YOUR TASK
All of the data below should be set down again verbatim, without any images.

PROVIDED DATA
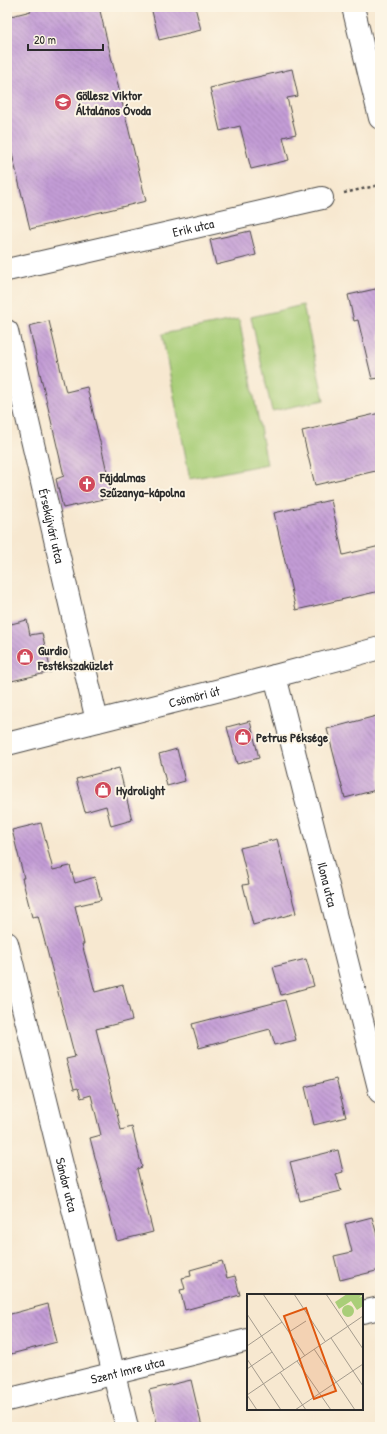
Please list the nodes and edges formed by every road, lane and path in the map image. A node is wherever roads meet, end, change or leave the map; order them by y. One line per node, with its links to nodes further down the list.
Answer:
1 (352, 7): 2 (street)
2 (380, 118)
3 (380, 185): 4 (path)
4 (322, 198): 5 (street, Erik utca)
5 (7, 270)
6 (7, 331): 9 (street, Érsekújvári utca)
7 (380, 648): 8 (street, Csömöri út)
8 (275, 676): 9 (street, Csömöri út); 12 (street, Ilona utca)
9 (97, 721): 10 (street, Csömöri út)
10 (7, 744)
11 (7, 943): 16 (street, Sándor utca)
12 (380, 1092)
13 (380, 1308): 14 (street)
14 (363, 1312)
15 (247, 1340): 16 (street, Szent Imre utca)
16 (114, 1374): 17 (street, Szent Imre utca); 18 (street, Sándor utca)
17 (7, 1400)
18 (128, 1427)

RESPONSE AREA
Please list the nodes and edges formed by every road, lane and path in the map image. A node is wherever roads meet, end, change or leave the map; order them by y. One line per node, with its links to nodes further down the list.
Answer:
1 (352, 7): 2 (street)
2 (380, 118)
3 (380, 185): 4 (path)
4 (322, 198): 5 (street, Erik utca)
5 (7, 270)
6 (7, 331): 9 (street, Érsekújvári utca)
7 (380, 648): 8 (street, Csömöri út)
8 (275, 676): 9 (street, Csömöri út); 12 (street, Ilona utca)
9 (97, 721): 10 (street, Csömöri út)
10 (7, 744)
11 (7, 943): 16 (street, Sándor utca)
12 (380, 1092)
13 (380, 1308): 14 (street)
14 (363, 1312)
15 (247, 1340): 16 (street, Szent Imre utca)
16 (114, 1374): 17 (street, Szent Imre utca); 18 (street, Sándor utca)
17 (7, 1400)
18 (128, 1427)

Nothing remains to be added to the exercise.